The idea of flipping a 50-pound canoe over our heads and hauling it a mile or more on our shoulders suddenly did not seem like a fun trip. But about halfway into the portage, just when the sound of our own breath echoing inside the canoe became an annoyance, the realization of what surrounded us, began to take hold.
Despite achy shoulders from already paddling quite a distance, the pain faded as the canoe glided across the water and the call of a loon welcomed us to a new lake. We experienced the stillness of paddling the pristine waters with pine and birch trees towering above us. In the morning, we watched the rising sun burn mist off of a mirror-still lake at daybreak. At night, we were treated to a breathtaking view of the northern lights streaking across the sky.
If you plan a trip to the BWCA this summer, mosquito repellent, bug netting, and breathable rain gear should be at the top of your list for clothing and equipment. Make a mental note to maintain a positive attitude and practice patience during your stay in the BWCA (especially with the big guy doing most of the paddling).
In my opinion, a trip to the Boundary Waters before the wedding is a much more worthwhile training ground for couples than any pre-marriage counseling.
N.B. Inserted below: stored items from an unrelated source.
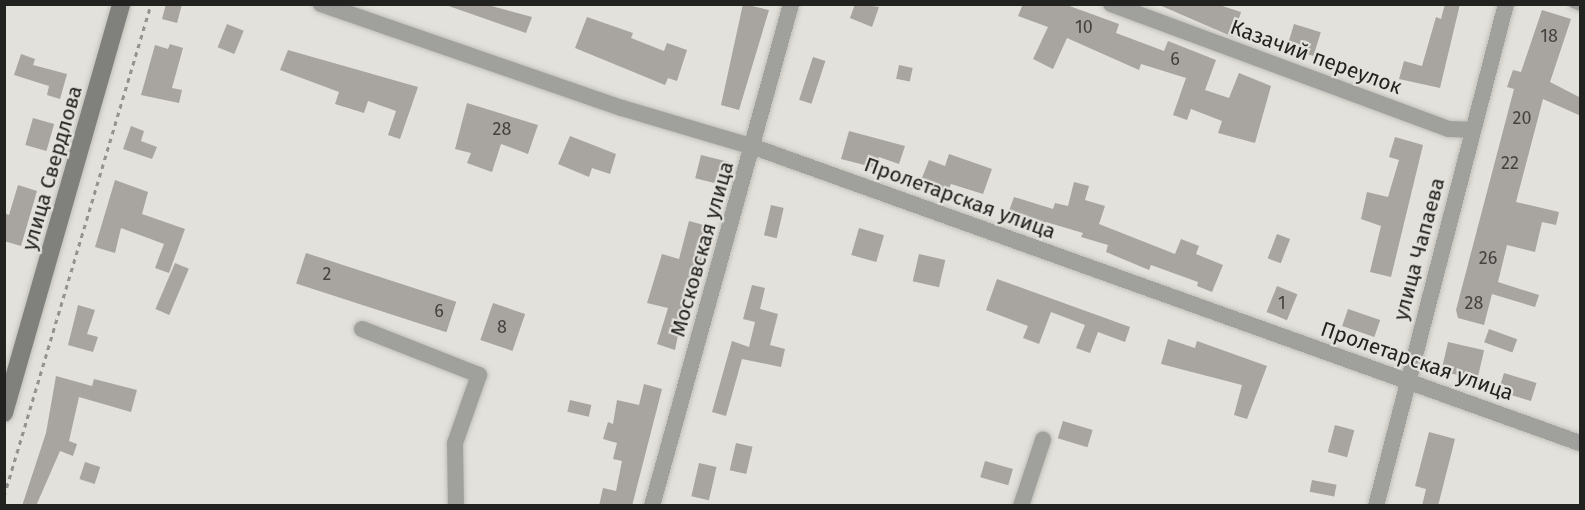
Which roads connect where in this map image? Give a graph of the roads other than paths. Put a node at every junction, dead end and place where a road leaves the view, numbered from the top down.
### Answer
1 (121, 4) edge
2 (321, 4) edge
3 (791, 4) edge
4 (1111, 4) edge
5 (1506, 4) edge
6 (1573, 4) edge
7 (1581, 7) edge
8 (1473, 130) junction
9 (754, 147) junction
10 (363, 329) dead end
11 (1407, 382) junction
12 (4, 413) edge
13 (1043, 440) dead end
14 (1581, 443) edge
15 (456, 506) edge
16 (652, 506) edge
17 (1021, 506) edge
18 (1376, 506) edge

1 - 12 street, улица Свердлова
2 - 9 street, Пролетарская улица
3 - 9 street, Московская улица
4 - 8 street, Казачий переулок
5 - 8 street, улица Чапаева
6 - 7 lane
8 - 11 street, улица Чапаева
9 - 11 street, Пролетарская улица
9 - 16 street, Московская улица
10 - 15 street
11 - 14 street, Пролетарская улица
11 - 18 street, улица Чапаева
13 - 17 street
It teaches you how to work together, problem-solve, and see something of beauty through another person’s eyes.
Our four days in the Boundary Waters Canoe Area were physically challenging but the peace, solitude and beauty surrounding us for that short time allowed us to appreciate this pristine yet rugged wilderness.
And, to make sure you’re just as much in love coming out of the Boundary Waters as when you went in, make sure you’ve packed plenty of insect repellant!
What you need to know before you go
The Boundary Waters Canoe Area Wilderness is renowned as a destination for both canoeing and fishing on its many lakes and is the most visited wilderness in the United States. The good news for residents in the south-of-the river area, it’s a short 260 mile drive to access this gem vacation site.
BWCAW includes more than 1 million acres of land, 1,200 miles of canoe routes, 12 hiking trails and more than 2,000 campsites. But it is what is not included – motors, buildings and groups larger than nine people – that makes the Boundary Waters special.
The BWCAW averages about 250,000 visitors annually. Campers in the Boundary Waters are required to stay at designated sites with fire grates and open-air wilderness latrines. Permits are required and can be ordered in advance through www.recreation.gov. The permits are allocated based on the entry point into the wilderness and can also be picked up on a walk-up basis at one of the BWCAW permit issuing stations.
If you are planning well in advance or attempting to plan a trip to an entry point in high demand, then you may want to enter the permit lottery by submitting an application between November 1 and January 15. Here are a few other nuggets of information you may need:
• All watercraft need to be licensed when used in the BWCA
• Dogs are allowed in the BWCA but must be kept on leash when portaging.
• Glass bottles and cans are not allowed in the BWCA except for non-food items such as insect repellent, medicines, and fuel.
• Fires are only allowed in the steel metal grates at designated campsites.
• Fires should be put out with water before leaving your camp or retiring for the night.
• A latrine is available for each campsite.